Friday, July 15, 2011

letter fifteen

10.5.2010

Dear Bartender,

the past few days have brimmed with social goings on. and, despite feeling the drain of "on the go" I motored on beside you. because, you made a good point. these are lingering moments in this town we've resided in for what seems like ages. soon, we'll no longer be able to do these things. see these people (as much). we must do it now because we can. it's fleeting and you recognize this fact and encourage both of us to sacrifice sleep and time spent mulling over chores and projects so we may enjoy these last moments in this city. in our condo. the place that's been home for over six years.

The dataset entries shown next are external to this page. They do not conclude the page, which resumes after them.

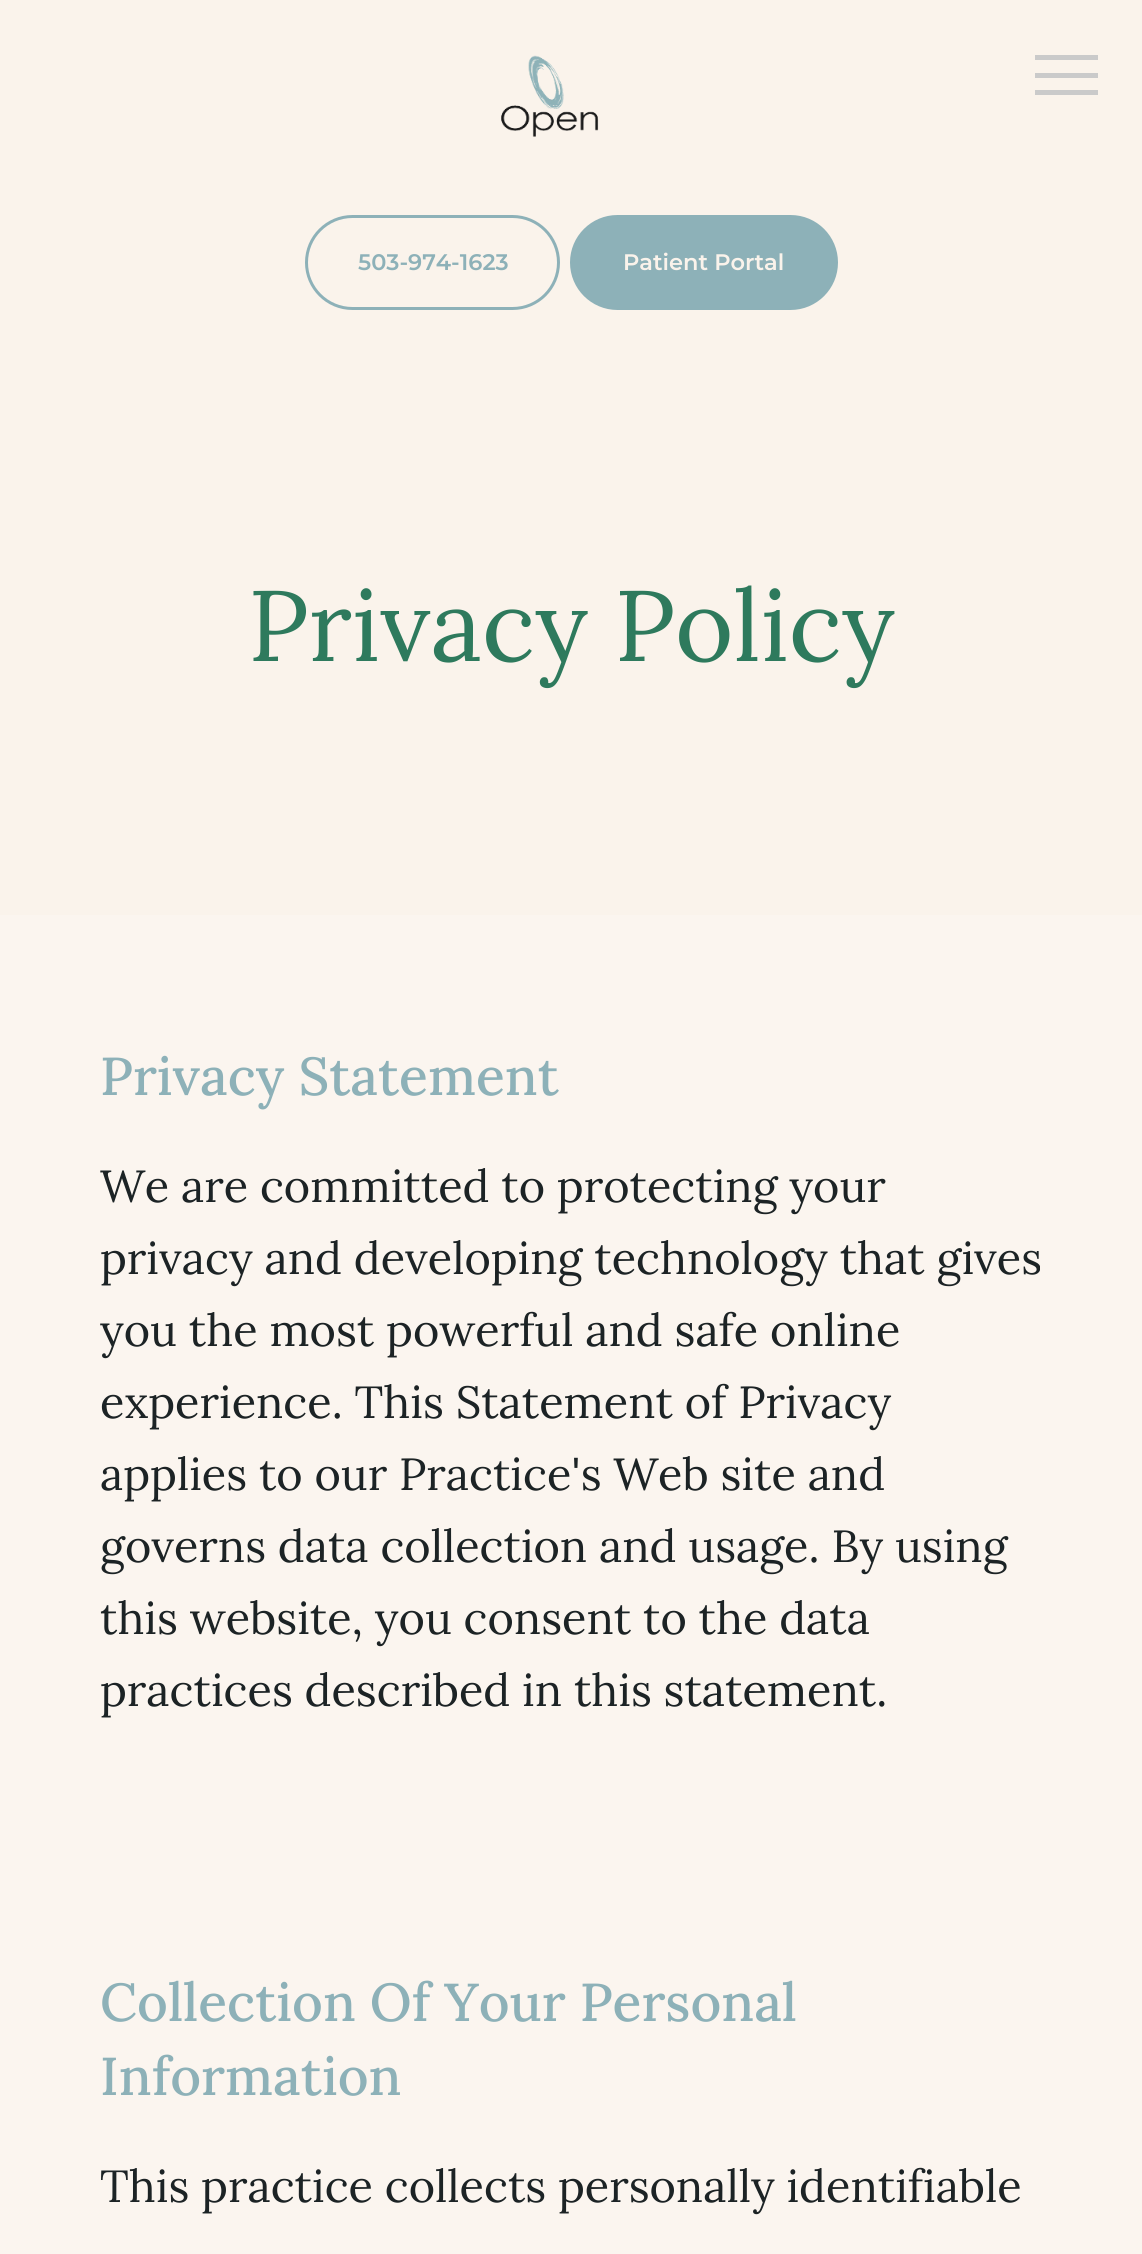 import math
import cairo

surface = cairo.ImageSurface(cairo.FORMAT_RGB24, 1142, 2254)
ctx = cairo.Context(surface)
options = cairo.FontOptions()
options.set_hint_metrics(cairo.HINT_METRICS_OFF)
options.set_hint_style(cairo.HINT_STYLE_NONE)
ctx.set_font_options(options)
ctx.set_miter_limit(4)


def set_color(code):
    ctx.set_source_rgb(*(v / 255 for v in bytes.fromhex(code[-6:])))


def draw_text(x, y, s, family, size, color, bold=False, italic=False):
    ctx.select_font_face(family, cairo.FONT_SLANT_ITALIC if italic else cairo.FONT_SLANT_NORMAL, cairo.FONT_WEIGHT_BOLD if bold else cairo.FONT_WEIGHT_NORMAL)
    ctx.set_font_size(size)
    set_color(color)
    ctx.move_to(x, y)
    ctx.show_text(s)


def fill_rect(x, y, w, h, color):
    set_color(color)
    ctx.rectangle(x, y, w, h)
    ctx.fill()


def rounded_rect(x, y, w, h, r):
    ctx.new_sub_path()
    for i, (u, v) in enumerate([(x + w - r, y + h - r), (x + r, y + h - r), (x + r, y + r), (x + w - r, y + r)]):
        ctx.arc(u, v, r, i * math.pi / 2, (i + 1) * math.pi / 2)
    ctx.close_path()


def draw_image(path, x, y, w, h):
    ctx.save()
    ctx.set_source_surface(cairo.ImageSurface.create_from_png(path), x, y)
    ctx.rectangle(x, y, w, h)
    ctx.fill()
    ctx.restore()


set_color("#faf3eb")
ctx.paint()
draw_image("assets/img1.png", 501, 55, 98, 82)
fill_rect(1035, 55, 63, 5, "#cacaca")
fill_rect(1035, 90, 63, 5, "#cacaca")
fill_rect(1035, 73, 63, 5, "#cacaca")
rounded_rect(306.5, 216.5, 252, 92, 46)
set_color("#8db1b8")
ctx.set_line_width(3)
ctx.stroke()
draw_text(358, 270, "503-974-1623", "Montserrat SemiBold", 22.5, "#8db1b8")
rounded_rect(571.5, 216.5, 265, 92, 46)
ctx.fill_preserve()
ctx.stroke()
draw_text(623, 270, "Patient Portal", "Montserrat SemiBold", 22.5, "#faf3eb")
draw_text(248, 661, "Privacy Policy", "Lora", 100, "#2e7a5d")
fill_rect(0, 915, 1142, 1339, "#fbf5ef")
draw_text(100, 1095, "Privacy Statement", "Lora Medium", 53.3, "#8db1b8")
draw_text(100, 1202, "We are committed to protecting your", "Lora", 45, "#1c2325")
draw_text(100, 1274, "privacy and developing technology that gives", "Lora", 45, "#1c2325")
draw_text(100, 1346, "you the most powerful and safe online", "Lora", 45, "#1c2325")
draw_text(100, 1418, "experience. This Statement of Privacy", "Lora", 45, "#1c2325")
draw_text(100, 1490, "applies to our Practice's Web site and", "Lora", 45, "#1c2325")
draw_text(100, 1562, "governs data collection and usage. By using", "Lora", 45, "#1c2325")
draw_text(100, 1634, "this website, you consent to the data", "Lora", 45, "#1c2325")
draw_text(100, 1706, "practices described in this statement.", "Lora", 45, "#1c2325")
draw_text(100, 2021, "Collection Of Your Personal", "Lora Medium", 53.3, "#8db1b8")
draw_text(100, 2095, "Information", "Lora Medium", 53.3, "#8db1b8")
draw_text(100, 2202, "This practice collects personally identifiable", "Lora", 45, "#1c2325")
surface.write_to_png("output.png")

you feel lovey and feel abnormal feeling so. professing so. i pull into a parking spot and shuffle toward home. someone calls my name. my full name. i turn to see you a little ways ahead. we walk toward each other. perfect timing. returning from work at once. seemingly together. i laugh watching you run toward me with a look of eager surprise. you rattle off our plans for the evening. a walk to our favorite burger pub in spite of potential rainfall. a pit stop at the thirsty scholar to see if your "wednesday night crew" is there. then, dolphins vs. patriots game at our house, surrounded by our local friends. just like old times.

i rush to clear away the workday from my person. shed clothes. refresh with new ones, hair tousle and sneakers for the walk. i head to toss out the recycling while you warn me not to do so. i got it. don't you dare bring it out. the challenge only fuels my want to fulfill this mini-chore before we leave. least i may do. you run after me, collect the pail and we grab items from the pail in unison. you, bottles, cans. me, cardboard and paper bags. shuffle, shuffle. toss, toss. done.

my hands feel grubby. you turn me round and hold me in front of our door. i'm so desperately in love with you. love in your eyes. warms me but also makes me shy. i want to freeze this moment. i also want to be inside, away from prying glances of snooty neighbors. you apologize for being uncharacteristically sweet. i say, please don't stop. you admit to not knowing why you've been feeling this way lately. i acknowledge similar thoughts. wonder aloud if it's because of everything we're committing to do together these days. combined plans. hopes. they must bring us together.

the next day, you agree with this sentiment. hold me in your arms. tired from a night spent late with friends. two nights in a row. my lunch break spent in your arms. solidifying our feelings into something other than words.